▸ **DESCRIPTION OF THE TASK**: Extract the complete listing and repeat it word for word.

======== TASK INPUT ========

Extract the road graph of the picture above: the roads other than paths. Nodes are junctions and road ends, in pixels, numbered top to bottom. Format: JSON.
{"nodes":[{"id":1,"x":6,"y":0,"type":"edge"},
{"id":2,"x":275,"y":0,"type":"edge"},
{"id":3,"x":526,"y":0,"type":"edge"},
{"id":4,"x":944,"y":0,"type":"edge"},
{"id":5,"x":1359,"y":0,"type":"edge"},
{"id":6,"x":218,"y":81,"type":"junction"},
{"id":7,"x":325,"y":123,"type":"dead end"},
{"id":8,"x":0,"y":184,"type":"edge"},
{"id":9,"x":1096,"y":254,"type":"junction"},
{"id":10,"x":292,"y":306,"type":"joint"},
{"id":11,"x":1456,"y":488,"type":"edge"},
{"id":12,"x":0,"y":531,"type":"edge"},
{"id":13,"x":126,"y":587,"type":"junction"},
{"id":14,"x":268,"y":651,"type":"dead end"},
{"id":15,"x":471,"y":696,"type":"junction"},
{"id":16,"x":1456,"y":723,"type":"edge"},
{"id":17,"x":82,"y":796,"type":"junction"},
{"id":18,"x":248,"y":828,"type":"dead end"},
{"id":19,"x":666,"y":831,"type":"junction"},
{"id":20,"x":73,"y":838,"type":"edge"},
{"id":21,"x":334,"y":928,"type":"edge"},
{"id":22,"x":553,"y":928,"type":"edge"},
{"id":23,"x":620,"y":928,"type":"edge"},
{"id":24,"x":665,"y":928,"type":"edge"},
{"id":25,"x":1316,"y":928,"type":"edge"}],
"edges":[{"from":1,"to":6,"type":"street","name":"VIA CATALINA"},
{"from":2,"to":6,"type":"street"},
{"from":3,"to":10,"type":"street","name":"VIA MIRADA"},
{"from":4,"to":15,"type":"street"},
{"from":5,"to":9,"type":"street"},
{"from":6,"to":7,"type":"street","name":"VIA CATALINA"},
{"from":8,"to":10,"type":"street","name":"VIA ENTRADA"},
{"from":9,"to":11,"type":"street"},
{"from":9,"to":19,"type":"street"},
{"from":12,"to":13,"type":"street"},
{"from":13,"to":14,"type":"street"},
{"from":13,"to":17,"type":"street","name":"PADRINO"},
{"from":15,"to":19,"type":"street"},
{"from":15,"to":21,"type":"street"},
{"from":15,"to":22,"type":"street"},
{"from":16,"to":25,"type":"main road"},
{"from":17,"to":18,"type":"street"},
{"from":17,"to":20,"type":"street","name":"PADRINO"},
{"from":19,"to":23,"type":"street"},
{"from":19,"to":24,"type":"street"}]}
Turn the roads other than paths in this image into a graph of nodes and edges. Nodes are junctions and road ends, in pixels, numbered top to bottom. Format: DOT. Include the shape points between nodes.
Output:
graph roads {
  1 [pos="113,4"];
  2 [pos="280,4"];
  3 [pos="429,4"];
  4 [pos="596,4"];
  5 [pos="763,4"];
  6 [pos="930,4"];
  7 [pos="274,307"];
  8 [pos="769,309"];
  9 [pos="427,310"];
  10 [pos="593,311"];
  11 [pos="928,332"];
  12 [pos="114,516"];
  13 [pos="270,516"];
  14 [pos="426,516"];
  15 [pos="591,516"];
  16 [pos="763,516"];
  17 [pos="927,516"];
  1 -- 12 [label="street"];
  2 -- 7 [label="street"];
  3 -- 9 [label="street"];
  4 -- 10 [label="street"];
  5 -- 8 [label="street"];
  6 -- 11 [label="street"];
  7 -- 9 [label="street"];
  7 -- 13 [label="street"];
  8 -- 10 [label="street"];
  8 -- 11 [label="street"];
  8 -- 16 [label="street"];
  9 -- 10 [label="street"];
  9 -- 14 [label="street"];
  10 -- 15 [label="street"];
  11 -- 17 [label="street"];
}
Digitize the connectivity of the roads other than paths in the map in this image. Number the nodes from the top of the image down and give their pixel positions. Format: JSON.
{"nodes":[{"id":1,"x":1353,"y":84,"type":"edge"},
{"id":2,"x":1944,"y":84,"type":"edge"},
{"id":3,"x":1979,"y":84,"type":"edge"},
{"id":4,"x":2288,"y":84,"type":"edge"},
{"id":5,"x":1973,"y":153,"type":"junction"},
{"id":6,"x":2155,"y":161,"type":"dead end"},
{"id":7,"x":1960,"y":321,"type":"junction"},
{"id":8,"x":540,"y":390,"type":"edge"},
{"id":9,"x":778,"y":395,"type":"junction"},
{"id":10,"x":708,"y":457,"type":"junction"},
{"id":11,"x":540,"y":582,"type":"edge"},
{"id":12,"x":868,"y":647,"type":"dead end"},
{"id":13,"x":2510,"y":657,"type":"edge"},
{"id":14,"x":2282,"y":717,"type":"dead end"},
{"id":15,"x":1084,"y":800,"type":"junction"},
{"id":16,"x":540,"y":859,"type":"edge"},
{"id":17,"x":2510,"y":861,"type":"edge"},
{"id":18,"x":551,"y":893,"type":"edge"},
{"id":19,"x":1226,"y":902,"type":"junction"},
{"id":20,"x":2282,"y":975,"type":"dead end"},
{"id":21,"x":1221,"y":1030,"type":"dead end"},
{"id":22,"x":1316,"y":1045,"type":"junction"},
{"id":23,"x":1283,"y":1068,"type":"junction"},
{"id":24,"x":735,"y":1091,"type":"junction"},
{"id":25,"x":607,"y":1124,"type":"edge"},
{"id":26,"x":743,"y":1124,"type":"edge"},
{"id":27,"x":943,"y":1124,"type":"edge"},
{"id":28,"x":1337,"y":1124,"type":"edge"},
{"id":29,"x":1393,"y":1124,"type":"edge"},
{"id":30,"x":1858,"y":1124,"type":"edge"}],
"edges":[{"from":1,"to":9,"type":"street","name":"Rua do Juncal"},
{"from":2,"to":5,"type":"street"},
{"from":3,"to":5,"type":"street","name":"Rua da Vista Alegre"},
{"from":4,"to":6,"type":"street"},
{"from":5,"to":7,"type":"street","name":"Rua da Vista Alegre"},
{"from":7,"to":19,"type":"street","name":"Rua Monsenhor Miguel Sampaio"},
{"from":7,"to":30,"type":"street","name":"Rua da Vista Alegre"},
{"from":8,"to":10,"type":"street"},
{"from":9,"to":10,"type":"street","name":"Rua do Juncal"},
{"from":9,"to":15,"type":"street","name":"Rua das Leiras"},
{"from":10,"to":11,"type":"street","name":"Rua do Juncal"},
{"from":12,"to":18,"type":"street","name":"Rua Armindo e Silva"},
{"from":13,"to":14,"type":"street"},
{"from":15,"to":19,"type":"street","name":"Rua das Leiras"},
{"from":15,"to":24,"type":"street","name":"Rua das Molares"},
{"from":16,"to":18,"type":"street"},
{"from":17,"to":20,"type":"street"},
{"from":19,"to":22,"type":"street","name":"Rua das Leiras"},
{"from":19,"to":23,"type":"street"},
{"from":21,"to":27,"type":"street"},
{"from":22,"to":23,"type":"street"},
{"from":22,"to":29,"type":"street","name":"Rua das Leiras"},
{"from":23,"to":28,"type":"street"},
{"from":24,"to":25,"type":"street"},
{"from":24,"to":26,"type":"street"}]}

========

▸ **SOLUTION FOR THIS PROBLEM**:
Extract the road graph of the picture above: the roads other than paths. Nodes are junctions and road ends, in pixels, numbered top to bottom. Format: JSON.
{"nodes":[{"id":1,"x":6,"y":0,"type":"edge"},
{"id":2,"x":275,"y":0,"type":"edge"},
{"id":3,"x":526,"y":0,"type":"edge"},
{"id":4,"x":944,"y":0,"type":"edge"},
{"id":5,"x":1359,"y":0,"type":"edge"},
{"id":6,"x":218,"y":81,"type":"junction"},
{"id":7,"x":325,"y":123,"type":"dead end"},
{"id":8,"x":0,"y":184,"type":"edge"},
{"id":9,"x":1096,"y":254,"type":"junction"},
{"id":10,"x":292,"y":306,"type":"joint"},
{"id":11,"x":1456,"y":488,"type":"edge"},
{"id":12,"x":0,"y":531,"type":"edge"},
{"id":13,"x":126,"y":587,"type":"junction"},
{"id":14,"x":268,"y":651,"type":"dead end"},
{"id":15,"x":471,"y":696,"type":"junction"},
{"id":16,"x":1456,"y":723,"type":"edge"},
{"id":17,"x":82,"y":796,"type":"junction"},
{"id":18,"x":248,"y":828,"type":"dead end"},
{"id":19,"x":666,"y":831,"type":"junction"},
{"id":20,"x":73,"y":838,"type":"edge"},
{"id":21,"x":334,"y":928,"type":"edge"},
{"id":22,"x":553,"y":928,"type":"edge"},
{"id":23,"x":620,"y":928,"type":"edge"},
{"id":24,"x":665,"y":928,"type":"edge"},
{"id":25,"x":1316,"y":928,"type":"edge"}],
"edges":[{"from":1,"to":6,"type":"street","name":"VIA CATALINA"},
{"from":2,"to":6,"type":"street"},
{"from":3,"to":10,"type":"street","name":"VIA MIRADA"},
{"from":4,"to":15,"type":"street"},
{"from":5,"to":9,"type":"street"},
{"from":6,"to":7,"type":"street","name":"VIA CATALINA"},
{"from":8,"to":10,"type":"street","name":"VIA ENTRADA"},
{"from":9,"to":11,"type":"street"},
{"from":9,"to":19,"type":"street"},
{"from":12,"to":13,"type":"street"},
{"from":13,"to":14,"type":"street"},
{"from":13,"to":17,"type":"street","name":"PADRINO"},
{"from":15,"to":19,"type":"street"},
{"from":15,"to":21,"type":"street"},
{"from":15,"to":22,"type":"street"},
{"from":16,"to":25,"type":"main road"},
{"from":17,"to":18,"type":"street"},
{"from":17,"to":20,"type":"street","name":"PADRINO"},
{"from":19,"to":23,"type":"street"},
{"from":19,"to":24,"type":"street"}]}
Turn the roads other than paths in this image into a graph of nodes and edges. Nodes are junctions and road ends, in pixels, numbered top to bottom. Format: DOT. Include the shape points between nodes.
Output:
graph roads {
  1 [pos="113,4"];
  2 [pos="280,4"];
  3 [pos="429,4"];
  4 [pos="596,4"];
  5 [pos="763,4"];
  6 [pos="930,4"];
  7 [pos="274,307"];
  8 [pos="769,309"];
  9 [pos="427,310"];
  10 [pos="593,311"];
  11 [pos="928,332"];
  12 [pos="114,516"];
  13 [pos="270,516"];
  14 [pos="426,516"];
  15 [pos="591,516"];
  16 [pos="763,516"];
  17 [pos="927,516"];
  1 -- 12 [label="street"];
  2 -- 7 [label="street"];
  3 -- 9 [label="street"];
  4 -- 10 [label="street"];
  5 -- 8 [label="street"];
  6 -- 11 [label="street"];
  7 -- 9 [label="street"];
  7 -- 13 [label="street"];
  8 -- 10 [label="street"];
  8 -- 11 [label="street"];
  8 -- 16 [label="street"];
  9 -- 10 [label="street"];
  9 -- 14 [label="street"];
  10 -- 15 [label="street"];
  11 -- 17 [label="street"];
}
Digitize the connectivity of the roads other than paths in the map in this image. Number the nodes from the top of the image down and give their pixel positions. Format: JSON.
{"nodes":[{"id":1,"x":1353,"y":84,"type":"edge"},
{"id":2,"x":1944,"y":84,"type":"edge"},
{"id":3,"x":1979,"y":84,"type":"edge"},
{"id":4,"x":2288,"y":84,"type":"edge"},
{"id":5,"x":1973,"y":153,"type":"junction"},
{"id":6,"x":2155,"y":161,"type":"dead end"},
{"id":7,"x":1960,"y":321,"type":"junction"},
{"id":8,"x":540,"y":390,"type":"edge"},
{"id":9,"x":778,"y":395,"type":"junction"},
{"id":10,"x":708,"y":457,"type":"junction"},
{"id":11,"x":540,"y":582,"type":"edge"},
{"id":12,"x":868,"y":647,"type":"dead end"},
{"id":13,"x":2510,"y":657,"type":"edge"},
{"id":14,"x":2282,"y":717,"type":"dead end"},
{"id":15,"x":1084,"y":800,"type":"junction"},
{"id":16,"x":540,"y":859,"type":"edge"},
{"id":17,"x":2510,"y":861,"type":"edge"},
{"id":18,"x":551,"y":893,"type":"edge"},
{"id":19,"x":1226,"y":902,"type":"junction"},
{"id":20,"x":2282,"y":975,"type":"dead end"},
{"id":21,"x":1221,"y":1030,"type":"dead end"},
{"id":22,"x":1316,"y":1045,"type":"junction"},
{"id":23,"x":1283,"y":1068,"type":"junction"},
{"id":24,"x":735,"y":1091,"type":"junction"},
{"id":25,"x":607,"y":1124,"type":"edge"},
{"id":26,"x":743,"y":1124,"type":"edge"},
{"id":27,"x":943,"y":1124,"type":"edge"},
{"id":28,"x":1337,"y":1124,"type":"edge"},
{"id":29,"x":1393,"y":1124,"type":"edge"},
{"id":30,"x":1858,"y":1124,"type":"edge"}],
"edges":[{"from":1,"to":9,"type":"street","name":"Rua do Juncal"},
{"from":2,"to":5,"type":"street"},
{"from":3,"to":5,"type":"street","name":"Rua da Vista Alegre"},
{"from":4,"to":6,"type":"street"},
{"from":5,"to":7,"type":"street","name":"Rua da Vista Alegre"},
{"from":7,"to":19,"type":"street","name":"Rua Monsenhor Miguel Sampaio"},
{"from":7,"to":30,"type":"street","name":"Rua da Vista Alegre"},
{"from":8,"to":10,"type":"street"},
{"from":9,"to":10,"type":"street","name":"Rua do Juncal"},
{"from":9,"to":15,"type":"street","name":"Rua das Leiras"},
{"from":10,"to":11,"type":"street","name":"Rua do Juncal"},
{"from":12,"to":18,"type":"street","name":"Rua Armindo e Silva"},
{"from":13,"to":14,"type":"street"},
{"from":15,"to":19,"type":"street","name":"Rua das Leiras"},
{"from":15,"to":24,"type":"street","name":"Rua das Molares"},
{"from":16,"to":18,"type":"street"},
{"from":17,"to":20,"type":"street"},
{"from":19,"to":22,"type":"street","name":"Rua das Leiras"},
{"from":19,"to":23,"type":"street"},
{"from":21,"to":27,"type":"street"},
{"from":22,"to":23,"type":"street"},
{"from":22,"to":29,"type":"street","name":"Rua das Leiras"},
{"from":23,"to":28,"type":"street"},
{"from":24,"to":25,"type":"street"},
{"from":24,"to":26,"type":"street"}]}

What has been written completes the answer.